Instructions to follow — From the listing below, copy each line that holds "Trace".

Extracted records —
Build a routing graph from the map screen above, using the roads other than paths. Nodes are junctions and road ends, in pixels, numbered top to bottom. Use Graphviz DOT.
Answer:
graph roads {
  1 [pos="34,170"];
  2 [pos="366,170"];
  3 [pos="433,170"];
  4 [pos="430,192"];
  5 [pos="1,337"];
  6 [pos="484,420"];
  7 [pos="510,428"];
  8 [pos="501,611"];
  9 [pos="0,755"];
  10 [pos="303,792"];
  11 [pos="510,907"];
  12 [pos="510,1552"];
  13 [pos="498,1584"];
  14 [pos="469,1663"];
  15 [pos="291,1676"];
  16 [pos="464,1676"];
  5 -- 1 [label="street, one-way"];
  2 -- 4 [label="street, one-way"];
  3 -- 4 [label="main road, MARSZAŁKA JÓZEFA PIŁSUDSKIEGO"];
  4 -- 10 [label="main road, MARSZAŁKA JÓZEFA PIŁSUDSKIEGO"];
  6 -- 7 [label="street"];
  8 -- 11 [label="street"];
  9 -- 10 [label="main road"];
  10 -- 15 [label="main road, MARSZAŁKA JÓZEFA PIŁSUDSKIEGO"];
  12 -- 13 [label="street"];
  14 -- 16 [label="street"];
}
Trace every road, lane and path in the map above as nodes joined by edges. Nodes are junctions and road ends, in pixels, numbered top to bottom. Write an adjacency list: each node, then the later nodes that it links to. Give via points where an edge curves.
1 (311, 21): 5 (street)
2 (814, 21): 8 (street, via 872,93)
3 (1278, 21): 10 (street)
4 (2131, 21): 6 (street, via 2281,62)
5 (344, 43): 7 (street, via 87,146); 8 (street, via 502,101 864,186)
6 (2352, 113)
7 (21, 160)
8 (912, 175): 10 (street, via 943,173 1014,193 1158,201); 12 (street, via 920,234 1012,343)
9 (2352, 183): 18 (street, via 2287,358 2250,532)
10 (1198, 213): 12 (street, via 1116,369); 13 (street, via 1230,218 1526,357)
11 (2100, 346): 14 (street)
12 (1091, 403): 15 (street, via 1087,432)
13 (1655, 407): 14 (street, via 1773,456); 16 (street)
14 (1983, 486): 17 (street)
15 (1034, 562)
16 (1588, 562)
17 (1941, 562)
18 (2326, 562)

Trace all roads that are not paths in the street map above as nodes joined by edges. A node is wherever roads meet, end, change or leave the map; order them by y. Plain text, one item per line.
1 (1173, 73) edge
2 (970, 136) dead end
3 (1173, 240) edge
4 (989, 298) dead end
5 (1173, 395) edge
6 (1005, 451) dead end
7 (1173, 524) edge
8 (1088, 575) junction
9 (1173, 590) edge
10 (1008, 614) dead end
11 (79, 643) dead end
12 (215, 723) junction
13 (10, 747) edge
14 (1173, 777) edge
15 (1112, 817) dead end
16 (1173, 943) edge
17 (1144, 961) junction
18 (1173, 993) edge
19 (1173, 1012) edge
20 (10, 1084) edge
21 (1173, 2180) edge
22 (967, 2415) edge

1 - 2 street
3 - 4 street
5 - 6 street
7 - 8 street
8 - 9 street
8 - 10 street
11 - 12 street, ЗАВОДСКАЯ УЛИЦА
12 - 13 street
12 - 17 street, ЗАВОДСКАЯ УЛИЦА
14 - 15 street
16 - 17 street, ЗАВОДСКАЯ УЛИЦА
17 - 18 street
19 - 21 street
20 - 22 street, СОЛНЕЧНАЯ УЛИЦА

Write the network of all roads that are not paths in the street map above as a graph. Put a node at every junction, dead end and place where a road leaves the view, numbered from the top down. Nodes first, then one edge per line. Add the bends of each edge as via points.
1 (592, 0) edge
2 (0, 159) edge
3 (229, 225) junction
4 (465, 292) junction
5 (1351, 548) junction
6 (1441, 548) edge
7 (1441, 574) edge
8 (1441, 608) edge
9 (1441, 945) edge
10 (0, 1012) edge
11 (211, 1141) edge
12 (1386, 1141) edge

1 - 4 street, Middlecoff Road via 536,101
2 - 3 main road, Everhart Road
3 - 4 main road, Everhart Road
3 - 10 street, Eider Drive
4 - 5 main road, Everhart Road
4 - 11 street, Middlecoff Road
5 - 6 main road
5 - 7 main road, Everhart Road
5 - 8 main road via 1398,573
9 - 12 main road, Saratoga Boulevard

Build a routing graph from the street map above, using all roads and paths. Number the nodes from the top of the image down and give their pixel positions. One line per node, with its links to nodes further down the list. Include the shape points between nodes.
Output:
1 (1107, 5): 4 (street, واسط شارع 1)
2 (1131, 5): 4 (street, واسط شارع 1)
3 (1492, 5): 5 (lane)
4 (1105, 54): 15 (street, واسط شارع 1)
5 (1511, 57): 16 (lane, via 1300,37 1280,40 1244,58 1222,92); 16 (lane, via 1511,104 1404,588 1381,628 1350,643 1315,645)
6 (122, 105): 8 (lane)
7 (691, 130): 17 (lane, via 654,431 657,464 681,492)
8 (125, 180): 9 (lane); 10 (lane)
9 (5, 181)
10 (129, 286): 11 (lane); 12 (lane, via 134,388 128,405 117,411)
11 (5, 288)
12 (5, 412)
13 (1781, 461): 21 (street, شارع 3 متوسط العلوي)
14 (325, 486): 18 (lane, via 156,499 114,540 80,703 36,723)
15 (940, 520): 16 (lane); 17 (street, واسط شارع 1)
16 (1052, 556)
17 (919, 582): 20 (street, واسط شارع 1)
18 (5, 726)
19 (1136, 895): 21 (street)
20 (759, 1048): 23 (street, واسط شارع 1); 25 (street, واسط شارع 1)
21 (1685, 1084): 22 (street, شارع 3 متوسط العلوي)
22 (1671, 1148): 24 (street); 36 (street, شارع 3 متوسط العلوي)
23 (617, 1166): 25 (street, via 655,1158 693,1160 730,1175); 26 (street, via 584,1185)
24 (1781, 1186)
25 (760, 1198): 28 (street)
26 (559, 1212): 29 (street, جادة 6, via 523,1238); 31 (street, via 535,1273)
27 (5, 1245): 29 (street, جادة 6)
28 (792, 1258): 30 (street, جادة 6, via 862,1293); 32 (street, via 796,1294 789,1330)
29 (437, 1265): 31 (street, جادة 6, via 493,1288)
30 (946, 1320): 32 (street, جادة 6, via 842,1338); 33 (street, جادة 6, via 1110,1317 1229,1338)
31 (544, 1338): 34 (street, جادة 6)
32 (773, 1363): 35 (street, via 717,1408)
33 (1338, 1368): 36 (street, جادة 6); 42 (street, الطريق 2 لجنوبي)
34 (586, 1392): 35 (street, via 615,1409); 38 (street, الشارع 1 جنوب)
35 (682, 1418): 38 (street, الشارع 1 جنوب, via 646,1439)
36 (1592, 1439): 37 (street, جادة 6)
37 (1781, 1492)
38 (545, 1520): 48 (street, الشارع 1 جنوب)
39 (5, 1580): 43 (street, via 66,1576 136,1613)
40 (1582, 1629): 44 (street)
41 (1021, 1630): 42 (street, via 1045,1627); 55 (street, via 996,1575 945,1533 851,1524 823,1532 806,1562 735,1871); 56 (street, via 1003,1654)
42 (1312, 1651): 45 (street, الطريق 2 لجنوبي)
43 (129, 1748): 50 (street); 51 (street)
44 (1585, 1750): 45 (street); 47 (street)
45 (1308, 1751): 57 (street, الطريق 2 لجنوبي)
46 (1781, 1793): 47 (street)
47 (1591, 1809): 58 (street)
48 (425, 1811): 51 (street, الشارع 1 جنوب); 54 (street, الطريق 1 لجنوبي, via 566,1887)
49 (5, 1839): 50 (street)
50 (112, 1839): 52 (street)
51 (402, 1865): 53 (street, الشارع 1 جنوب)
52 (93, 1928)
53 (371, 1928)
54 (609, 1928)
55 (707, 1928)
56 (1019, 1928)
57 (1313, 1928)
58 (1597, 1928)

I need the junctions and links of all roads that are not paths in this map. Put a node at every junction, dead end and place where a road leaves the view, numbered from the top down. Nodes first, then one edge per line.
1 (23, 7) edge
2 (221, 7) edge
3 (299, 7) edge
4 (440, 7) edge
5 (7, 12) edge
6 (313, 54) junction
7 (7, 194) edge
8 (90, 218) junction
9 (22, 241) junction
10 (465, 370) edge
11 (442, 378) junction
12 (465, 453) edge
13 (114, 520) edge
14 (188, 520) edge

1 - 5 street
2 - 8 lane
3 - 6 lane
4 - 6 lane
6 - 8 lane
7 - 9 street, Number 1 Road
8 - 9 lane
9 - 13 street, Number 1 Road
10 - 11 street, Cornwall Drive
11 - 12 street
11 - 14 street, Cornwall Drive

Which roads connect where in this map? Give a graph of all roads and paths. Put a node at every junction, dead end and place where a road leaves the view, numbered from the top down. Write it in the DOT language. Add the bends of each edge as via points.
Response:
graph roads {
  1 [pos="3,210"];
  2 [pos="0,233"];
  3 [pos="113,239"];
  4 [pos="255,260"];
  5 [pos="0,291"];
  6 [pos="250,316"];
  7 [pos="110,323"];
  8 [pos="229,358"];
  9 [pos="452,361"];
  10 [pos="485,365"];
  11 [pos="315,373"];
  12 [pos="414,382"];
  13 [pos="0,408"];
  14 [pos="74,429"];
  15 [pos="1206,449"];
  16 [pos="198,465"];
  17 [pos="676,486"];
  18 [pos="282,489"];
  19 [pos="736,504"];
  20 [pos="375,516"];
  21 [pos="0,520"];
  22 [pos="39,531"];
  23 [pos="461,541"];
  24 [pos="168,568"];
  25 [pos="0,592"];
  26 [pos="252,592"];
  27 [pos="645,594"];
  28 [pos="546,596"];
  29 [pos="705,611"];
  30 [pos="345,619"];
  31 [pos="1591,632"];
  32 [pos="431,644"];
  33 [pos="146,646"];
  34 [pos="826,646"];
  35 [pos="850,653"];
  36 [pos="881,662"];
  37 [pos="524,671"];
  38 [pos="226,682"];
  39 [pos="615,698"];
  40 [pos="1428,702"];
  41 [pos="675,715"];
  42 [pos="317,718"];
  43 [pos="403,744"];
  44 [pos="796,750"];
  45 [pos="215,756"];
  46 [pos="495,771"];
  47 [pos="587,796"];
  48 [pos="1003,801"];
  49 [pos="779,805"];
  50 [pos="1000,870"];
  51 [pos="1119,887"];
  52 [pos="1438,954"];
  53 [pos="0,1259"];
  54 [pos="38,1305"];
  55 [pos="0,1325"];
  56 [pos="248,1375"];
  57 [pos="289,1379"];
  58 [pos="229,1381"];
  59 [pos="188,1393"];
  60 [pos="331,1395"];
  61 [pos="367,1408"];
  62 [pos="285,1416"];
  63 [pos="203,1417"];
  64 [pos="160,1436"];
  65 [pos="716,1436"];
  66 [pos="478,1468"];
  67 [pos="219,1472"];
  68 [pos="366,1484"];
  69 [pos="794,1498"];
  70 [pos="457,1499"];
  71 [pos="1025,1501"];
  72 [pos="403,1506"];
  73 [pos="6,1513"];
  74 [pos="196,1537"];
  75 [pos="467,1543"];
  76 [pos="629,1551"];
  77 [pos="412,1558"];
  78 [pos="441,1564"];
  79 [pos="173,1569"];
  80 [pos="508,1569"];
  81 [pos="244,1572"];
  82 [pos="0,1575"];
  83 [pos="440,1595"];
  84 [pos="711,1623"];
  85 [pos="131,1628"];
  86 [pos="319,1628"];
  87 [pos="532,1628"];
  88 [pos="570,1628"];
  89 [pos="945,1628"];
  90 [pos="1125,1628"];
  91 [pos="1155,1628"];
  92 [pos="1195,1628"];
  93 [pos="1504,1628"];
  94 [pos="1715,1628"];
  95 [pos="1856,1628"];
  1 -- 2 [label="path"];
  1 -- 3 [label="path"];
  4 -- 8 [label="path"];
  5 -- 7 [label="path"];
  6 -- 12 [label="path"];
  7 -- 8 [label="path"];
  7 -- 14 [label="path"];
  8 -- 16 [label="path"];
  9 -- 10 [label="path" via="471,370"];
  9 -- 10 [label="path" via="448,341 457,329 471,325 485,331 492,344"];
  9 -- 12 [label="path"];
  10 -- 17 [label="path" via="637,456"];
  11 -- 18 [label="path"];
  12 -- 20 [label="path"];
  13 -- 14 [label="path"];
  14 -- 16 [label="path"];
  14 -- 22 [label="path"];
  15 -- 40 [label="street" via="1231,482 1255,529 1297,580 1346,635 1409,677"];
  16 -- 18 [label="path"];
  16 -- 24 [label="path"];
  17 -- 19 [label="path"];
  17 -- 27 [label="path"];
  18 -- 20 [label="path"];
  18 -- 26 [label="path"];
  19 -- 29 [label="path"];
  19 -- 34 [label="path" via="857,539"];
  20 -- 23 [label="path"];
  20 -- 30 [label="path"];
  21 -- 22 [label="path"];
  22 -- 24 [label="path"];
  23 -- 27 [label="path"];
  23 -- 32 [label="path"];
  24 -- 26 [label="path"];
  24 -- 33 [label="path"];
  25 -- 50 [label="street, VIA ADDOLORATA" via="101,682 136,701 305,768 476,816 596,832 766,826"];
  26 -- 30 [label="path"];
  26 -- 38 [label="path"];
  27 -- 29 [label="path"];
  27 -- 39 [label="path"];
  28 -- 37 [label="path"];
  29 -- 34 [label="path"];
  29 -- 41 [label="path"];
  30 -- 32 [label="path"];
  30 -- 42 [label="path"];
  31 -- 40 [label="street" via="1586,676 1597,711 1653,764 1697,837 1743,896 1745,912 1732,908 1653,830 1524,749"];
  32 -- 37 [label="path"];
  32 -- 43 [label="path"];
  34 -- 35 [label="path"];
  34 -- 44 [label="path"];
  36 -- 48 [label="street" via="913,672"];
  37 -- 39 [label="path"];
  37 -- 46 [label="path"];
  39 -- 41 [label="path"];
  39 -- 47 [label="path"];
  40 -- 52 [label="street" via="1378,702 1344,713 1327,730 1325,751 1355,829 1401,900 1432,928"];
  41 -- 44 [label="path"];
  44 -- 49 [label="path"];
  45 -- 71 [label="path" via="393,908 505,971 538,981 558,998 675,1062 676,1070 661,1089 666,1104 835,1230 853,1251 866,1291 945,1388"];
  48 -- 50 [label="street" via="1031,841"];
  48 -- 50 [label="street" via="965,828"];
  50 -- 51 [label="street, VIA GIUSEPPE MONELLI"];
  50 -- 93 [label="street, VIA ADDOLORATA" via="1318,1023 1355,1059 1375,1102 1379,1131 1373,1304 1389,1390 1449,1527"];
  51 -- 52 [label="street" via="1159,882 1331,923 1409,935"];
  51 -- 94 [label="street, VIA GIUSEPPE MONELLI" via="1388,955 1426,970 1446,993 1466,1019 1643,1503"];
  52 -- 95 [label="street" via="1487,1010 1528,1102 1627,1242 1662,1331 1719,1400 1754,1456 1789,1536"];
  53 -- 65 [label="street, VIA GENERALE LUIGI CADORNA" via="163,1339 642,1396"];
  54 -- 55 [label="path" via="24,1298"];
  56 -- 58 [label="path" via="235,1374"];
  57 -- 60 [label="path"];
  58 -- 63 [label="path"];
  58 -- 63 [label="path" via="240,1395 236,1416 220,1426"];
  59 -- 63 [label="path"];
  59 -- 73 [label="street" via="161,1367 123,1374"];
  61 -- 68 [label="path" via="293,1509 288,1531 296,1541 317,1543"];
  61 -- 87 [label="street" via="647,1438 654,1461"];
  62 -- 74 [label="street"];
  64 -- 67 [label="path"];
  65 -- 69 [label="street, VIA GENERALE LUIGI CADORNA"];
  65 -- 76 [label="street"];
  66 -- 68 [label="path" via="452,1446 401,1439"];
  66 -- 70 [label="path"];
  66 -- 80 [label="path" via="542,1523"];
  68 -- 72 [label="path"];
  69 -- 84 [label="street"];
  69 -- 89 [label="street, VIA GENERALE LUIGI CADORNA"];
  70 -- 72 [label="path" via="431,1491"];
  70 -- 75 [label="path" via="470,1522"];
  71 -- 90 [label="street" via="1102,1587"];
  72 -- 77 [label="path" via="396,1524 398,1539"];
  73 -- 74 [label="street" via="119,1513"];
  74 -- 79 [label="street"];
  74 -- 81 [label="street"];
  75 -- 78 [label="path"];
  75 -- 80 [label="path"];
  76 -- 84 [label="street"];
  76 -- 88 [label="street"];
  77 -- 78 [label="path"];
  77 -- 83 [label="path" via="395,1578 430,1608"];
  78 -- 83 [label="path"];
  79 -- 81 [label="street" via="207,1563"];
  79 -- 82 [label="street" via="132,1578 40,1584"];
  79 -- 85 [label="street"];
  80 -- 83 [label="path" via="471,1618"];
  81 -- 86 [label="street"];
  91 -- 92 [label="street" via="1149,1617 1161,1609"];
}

Response box —
Trace every road, lane and path in the map above as nodes joined by edges. Nodes are junctions and road ends, in pixels, numbered top to bottom. Write an adjacency list: each node, then the later nodes that it links to. Give via points where an edge curves.
Trace all roads that are not paths in the street map above as nodes joined by edges. A node is wherever roads meet, end, change or leave the map; order them by y. Plain text, one item per line.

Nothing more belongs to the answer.